- _Exercise_:
Please report every line in the entries that contains the string "edges".

[Opening Data provided section]

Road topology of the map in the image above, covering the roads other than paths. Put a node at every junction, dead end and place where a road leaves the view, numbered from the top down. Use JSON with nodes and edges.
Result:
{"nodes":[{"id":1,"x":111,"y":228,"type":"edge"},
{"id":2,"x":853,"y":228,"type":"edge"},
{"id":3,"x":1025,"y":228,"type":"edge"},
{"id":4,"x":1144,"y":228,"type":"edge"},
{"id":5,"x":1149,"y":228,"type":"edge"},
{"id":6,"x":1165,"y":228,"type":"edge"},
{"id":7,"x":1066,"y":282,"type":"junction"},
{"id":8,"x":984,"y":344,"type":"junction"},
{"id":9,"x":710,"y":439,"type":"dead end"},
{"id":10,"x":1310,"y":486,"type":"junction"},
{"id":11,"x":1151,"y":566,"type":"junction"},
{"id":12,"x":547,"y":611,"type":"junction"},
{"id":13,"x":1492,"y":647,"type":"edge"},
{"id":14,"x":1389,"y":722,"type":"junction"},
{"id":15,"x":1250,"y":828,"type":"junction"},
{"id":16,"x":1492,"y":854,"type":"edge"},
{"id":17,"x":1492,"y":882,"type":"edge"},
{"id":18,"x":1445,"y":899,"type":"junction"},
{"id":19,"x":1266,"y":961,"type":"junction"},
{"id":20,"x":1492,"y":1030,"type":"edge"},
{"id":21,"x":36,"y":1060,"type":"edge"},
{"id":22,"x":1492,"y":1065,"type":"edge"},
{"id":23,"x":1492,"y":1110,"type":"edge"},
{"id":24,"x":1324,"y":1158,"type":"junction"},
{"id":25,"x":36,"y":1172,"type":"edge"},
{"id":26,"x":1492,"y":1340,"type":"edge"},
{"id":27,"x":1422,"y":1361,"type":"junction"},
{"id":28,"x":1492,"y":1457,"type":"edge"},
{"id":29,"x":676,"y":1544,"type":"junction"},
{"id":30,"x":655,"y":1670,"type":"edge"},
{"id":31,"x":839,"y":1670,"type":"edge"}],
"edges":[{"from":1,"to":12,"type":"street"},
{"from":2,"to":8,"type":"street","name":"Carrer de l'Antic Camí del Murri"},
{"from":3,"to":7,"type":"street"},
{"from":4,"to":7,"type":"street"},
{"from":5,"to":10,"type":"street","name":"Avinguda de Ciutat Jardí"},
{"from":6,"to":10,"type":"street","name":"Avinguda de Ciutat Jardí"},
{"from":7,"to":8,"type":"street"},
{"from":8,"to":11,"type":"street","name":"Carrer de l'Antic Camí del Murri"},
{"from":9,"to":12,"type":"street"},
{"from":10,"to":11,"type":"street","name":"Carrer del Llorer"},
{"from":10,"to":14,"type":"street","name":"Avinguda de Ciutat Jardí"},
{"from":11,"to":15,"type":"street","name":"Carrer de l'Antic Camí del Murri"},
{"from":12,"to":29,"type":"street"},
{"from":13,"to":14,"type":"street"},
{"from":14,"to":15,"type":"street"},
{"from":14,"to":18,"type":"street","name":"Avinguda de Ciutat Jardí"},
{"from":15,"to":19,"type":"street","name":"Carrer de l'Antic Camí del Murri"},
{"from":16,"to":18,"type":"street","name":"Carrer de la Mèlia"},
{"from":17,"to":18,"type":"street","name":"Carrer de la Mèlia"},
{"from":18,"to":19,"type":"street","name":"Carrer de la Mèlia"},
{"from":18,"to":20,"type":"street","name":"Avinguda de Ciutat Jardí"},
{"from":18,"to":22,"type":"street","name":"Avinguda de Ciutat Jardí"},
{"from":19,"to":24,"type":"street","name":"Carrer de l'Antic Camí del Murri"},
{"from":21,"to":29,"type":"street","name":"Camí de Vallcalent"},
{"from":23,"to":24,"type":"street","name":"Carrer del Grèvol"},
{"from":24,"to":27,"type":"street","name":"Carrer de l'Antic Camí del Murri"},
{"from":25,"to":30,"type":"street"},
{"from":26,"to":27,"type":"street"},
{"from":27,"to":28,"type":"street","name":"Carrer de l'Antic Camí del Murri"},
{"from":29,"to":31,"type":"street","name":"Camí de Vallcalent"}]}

[Closing Data provided section]

- _Task result_:
Road topology of the map in the image above, covering the roads other than paths. Put a node at every junction, dead end and place where a road leaves the view, numbered from the top down. Use JSON with nodes and edges.
"edges":[{"from":1,"to":12,"type":"street"},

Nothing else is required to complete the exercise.